## What you should do
The response must consist of each line in the listing that has the word "Normandie" in it.

Available data Block Start

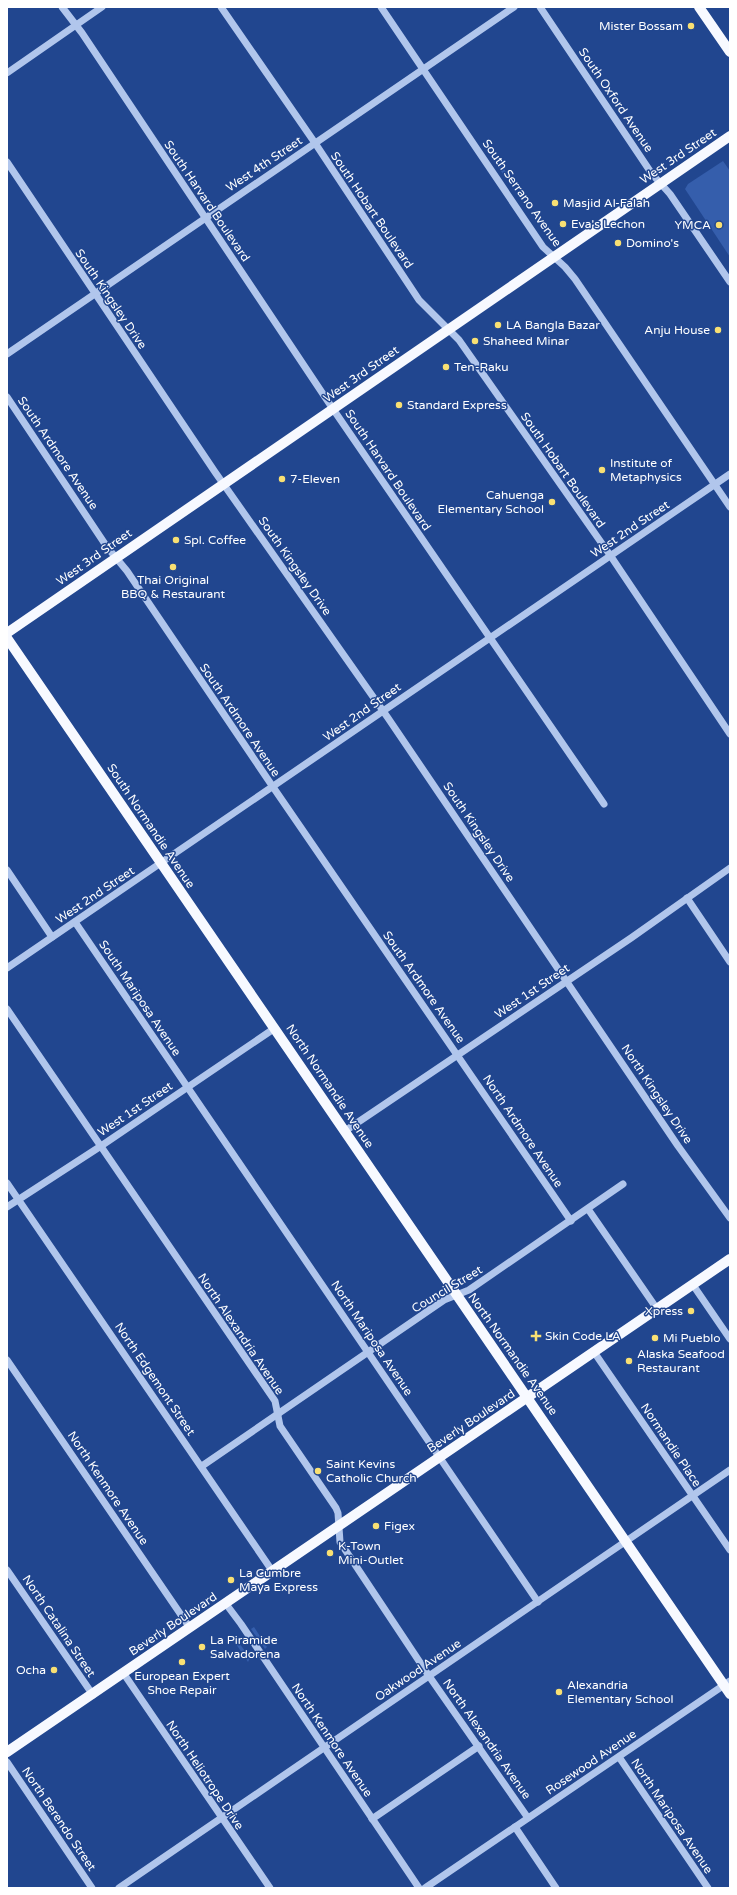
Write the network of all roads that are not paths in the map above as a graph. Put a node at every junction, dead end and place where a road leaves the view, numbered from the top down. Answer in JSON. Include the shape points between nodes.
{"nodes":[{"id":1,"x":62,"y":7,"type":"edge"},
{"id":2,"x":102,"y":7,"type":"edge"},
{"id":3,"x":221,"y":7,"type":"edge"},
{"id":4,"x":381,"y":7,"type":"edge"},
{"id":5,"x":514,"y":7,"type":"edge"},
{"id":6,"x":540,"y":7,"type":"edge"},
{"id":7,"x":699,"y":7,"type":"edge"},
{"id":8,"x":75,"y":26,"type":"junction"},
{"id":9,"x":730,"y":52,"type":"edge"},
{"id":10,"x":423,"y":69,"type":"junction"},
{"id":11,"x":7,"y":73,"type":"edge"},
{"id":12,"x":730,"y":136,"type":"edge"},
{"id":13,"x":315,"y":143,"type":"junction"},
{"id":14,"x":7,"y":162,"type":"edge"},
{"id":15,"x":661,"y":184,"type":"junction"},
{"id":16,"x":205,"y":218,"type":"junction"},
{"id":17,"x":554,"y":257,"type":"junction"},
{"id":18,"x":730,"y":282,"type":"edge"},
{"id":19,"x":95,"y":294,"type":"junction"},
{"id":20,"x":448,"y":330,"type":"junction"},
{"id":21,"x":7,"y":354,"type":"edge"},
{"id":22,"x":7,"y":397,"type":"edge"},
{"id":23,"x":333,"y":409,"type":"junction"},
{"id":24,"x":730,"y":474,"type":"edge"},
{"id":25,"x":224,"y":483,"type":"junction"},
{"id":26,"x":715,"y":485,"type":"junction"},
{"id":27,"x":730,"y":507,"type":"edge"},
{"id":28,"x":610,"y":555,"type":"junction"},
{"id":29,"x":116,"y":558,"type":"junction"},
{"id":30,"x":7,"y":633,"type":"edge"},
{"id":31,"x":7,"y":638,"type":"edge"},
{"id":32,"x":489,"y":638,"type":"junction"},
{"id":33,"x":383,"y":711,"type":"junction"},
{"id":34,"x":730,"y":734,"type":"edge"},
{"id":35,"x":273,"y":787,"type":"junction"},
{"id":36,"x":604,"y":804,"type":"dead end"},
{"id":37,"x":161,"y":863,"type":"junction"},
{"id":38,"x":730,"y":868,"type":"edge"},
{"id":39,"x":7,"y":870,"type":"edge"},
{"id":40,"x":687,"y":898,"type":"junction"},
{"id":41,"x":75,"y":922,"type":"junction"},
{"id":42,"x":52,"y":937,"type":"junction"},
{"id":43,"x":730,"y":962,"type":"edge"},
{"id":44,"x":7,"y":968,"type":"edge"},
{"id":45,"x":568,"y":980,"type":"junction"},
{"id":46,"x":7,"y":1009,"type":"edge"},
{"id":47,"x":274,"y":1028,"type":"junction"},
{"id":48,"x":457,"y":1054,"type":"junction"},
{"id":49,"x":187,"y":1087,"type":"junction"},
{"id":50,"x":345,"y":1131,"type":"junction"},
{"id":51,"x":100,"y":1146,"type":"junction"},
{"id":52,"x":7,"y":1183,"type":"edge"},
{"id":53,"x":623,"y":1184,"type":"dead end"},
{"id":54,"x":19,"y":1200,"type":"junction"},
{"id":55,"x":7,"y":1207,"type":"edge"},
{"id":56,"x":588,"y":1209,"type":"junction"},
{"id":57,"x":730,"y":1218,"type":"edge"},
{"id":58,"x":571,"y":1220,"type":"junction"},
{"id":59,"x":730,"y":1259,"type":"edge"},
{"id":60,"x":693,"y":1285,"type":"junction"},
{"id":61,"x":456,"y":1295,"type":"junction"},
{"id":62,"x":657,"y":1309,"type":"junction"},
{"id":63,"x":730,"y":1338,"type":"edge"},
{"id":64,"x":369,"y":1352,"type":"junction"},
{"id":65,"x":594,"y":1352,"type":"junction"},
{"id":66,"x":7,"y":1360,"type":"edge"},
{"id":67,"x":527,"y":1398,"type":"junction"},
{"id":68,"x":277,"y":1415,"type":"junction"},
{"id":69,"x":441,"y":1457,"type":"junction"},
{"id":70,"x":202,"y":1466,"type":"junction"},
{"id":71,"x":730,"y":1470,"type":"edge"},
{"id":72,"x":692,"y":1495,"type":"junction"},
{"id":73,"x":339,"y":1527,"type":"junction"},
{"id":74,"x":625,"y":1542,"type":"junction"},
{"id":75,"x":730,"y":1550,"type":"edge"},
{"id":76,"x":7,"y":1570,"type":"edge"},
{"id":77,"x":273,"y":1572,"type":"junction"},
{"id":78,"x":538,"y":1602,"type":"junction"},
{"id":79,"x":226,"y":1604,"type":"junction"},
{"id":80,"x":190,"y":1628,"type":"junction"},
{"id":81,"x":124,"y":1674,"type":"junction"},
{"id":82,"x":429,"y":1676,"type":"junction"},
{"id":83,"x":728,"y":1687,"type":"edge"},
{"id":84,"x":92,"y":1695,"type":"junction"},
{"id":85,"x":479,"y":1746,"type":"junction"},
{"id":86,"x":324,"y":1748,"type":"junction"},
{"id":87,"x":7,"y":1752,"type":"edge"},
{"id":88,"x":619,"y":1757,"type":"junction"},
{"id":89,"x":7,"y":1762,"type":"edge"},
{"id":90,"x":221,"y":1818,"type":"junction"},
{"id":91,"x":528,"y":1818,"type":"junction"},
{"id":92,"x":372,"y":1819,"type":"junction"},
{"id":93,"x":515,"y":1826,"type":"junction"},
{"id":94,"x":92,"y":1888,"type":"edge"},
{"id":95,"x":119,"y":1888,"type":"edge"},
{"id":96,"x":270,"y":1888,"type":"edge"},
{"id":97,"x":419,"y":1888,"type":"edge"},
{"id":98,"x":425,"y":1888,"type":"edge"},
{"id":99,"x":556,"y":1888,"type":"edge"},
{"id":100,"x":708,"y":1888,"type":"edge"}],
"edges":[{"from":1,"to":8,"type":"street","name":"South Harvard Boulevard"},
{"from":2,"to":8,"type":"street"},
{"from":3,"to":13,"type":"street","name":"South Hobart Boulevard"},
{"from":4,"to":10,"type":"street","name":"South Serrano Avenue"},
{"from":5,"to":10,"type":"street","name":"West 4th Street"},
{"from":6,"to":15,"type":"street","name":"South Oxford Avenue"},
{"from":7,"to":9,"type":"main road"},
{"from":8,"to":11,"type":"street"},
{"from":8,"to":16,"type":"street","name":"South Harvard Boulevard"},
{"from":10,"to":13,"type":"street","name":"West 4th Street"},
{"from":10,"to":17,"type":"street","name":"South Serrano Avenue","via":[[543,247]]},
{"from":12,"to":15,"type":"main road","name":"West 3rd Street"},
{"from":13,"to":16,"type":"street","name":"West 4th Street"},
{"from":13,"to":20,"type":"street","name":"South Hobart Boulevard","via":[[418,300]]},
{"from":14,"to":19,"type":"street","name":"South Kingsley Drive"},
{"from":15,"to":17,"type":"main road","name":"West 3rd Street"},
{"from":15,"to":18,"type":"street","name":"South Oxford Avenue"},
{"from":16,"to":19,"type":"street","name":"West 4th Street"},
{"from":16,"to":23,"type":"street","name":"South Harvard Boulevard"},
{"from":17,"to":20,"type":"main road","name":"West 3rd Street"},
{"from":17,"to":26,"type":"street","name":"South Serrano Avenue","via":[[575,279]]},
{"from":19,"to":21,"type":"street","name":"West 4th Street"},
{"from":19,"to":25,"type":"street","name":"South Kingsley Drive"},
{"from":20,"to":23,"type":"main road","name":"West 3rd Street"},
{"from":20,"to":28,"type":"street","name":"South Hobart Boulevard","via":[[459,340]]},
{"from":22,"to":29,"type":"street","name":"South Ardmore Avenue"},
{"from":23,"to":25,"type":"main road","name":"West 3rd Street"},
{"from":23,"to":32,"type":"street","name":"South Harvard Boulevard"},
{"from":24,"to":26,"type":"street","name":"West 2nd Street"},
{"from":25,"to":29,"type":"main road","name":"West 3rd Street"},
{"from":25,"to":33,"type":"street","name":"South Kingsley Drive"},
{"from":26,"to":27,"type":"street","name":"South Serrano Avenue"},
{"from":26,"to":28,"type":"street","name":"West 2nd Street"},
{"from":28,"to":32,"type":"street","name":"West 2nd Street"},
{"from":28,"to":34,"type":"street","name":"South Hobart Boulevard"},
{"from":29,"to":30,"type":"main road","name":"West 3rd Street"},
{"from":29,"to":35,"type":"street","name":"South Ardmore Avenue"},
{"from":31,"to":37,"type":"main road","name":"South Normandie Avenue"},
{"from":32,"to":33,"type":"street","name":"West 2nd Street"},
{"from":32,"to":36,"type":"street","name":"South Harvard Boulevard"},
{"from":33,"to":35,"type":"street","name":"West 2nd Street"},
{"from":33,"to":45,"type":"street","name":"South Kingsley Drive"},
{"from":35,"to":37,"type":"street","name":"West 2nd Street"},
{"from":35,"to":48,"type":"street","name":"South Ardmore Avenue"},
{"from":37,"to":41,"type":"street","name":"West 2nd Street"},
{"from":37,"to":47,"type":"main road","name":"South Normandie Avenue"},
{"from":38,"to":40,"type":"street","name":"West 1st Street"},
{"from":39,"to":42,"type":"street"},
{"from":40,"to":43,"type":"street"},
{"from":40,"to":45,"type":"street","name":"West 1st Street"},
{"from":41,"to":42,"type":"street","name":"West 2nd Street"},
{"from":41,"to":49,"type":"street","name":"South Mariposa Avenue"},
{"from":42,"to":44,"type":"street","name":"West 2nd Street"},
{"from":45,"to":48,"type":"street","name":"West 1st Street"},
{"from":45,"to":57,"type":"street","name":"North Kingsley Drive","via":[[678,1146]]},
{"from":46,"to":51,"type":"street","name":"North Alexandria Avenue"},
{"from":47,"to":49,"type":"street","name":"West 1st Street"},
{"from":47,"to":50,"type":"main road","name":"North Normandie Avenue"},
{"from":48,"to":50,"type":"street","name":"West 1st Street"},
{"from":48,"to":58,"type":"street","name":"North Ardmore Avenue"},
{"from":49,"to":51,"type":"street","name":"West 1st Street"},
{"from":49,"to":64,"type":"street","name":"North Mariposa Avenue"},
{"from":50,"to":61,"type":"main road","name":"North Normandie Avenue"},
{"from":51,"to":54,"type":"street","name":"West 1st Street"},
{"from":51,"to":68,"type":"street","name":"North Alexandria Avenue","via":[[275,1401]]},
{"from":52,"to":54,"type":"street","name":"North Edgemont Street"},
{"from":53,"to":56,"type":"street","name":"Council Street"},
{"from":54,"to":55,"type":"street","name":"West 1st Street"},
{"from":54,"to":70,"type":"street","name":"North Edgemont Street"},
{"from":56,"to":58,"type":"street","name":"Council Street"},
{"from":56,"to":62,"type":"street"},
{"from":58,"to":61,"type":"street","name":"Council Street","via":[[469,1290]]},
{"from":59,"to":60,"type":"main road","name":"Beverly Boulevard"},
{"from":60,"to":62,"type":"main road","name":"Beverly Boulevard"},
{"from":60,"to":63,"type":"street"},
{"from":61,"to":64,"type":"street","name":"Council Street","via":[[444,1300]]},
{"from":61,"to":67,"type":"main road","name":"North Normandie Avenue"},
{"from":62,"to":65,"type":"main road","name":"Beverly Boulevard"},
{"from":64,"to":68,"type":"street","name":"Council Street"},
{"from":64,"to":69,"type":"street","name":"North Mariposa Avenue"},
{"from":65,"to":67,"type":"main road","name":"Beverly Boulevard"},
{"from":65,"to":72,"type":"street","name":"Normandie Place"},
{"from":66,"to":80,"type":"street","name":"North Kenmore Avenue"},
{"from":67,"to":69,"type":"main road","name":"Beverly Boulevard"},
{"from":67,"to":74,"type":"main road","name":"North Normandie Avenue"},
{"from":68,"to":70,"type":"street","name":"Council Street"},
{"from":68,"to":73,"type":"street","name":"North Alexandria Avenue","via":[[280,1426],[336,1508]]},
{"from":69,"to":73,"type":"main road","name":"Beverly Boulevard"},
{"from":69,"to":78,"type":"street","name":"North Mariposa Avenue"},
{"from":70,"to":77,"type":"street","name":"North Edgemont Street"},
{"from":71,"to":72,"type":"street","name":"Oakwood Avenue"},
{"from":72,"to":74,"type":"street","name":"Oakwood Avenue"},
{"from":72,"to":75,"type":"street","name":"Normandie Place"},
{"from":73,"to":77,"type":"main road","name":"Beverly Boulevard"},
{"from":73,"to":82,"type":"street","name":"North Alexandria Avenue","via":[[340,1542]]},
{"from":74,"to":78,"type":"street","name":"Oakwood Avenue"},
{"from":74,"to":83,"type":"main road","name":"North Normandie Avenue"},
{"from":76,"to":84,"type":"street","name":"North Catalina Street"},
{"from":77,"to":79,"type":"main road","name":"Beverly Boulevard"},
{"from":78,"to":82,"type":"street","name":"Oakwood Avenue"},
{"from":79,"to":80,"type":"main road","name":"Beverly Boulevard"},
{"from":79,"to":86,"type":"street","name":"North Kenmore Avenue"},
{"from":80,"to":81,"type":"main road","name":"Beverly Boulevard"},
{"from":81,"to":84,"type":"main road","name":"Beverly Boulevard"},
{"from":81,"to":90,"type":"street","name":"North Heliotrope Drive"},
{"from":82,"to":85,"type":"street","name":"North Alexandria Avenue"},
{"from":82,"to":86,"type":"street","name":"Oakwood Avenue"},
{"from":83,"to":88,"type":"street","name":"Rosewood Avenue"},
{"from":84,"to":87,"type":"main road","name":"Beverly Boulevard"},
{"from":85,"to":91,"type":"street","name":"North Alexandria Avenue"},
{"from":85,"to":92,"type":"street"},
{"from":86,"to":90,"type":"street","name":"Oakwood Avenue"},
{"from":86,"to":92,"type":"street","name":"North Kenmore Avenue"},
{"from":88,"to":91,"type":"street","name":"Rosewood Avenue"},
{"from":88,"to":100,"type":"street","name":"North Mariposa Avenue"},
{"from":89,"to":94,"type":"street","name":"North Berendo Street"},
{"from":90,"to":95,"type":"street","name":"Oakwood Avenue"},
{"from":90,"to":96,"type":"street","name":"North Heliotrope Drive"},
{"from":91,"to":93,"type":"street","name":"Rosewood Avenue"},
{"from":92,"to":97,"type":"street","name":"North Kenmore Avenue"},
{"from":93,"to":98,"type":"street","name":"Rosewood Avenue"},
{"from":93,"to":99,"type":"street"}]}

Available data Block End

## Answer to this task
{"from":31,"to":37,"type":"main road","name":"South Normandie Avenue"},
{"from":37,"to":47,"type":"main road","name":"South Normandie Avenue"},
{"from":47,"to":50,"type":"main road","name":"North Normandie Avenue"},
{"from":50,"to":61,"type":"main road","name":"North Normandie Avenue"},
{"from":61,"to":67,"type":"main road","name":"North Normandie Avenue"},
{"from":65,"to":72,"type":"street","name":"Normandie Place"},
{"from":67,"to":74,"type":"main road","name":"North Normandie Avenue"},
{"from":72,"to":75,"type":"street","name":"Normandie Place"},
{"from":74,"to":83,"type":"main road","name":"North Normandie Avenue"},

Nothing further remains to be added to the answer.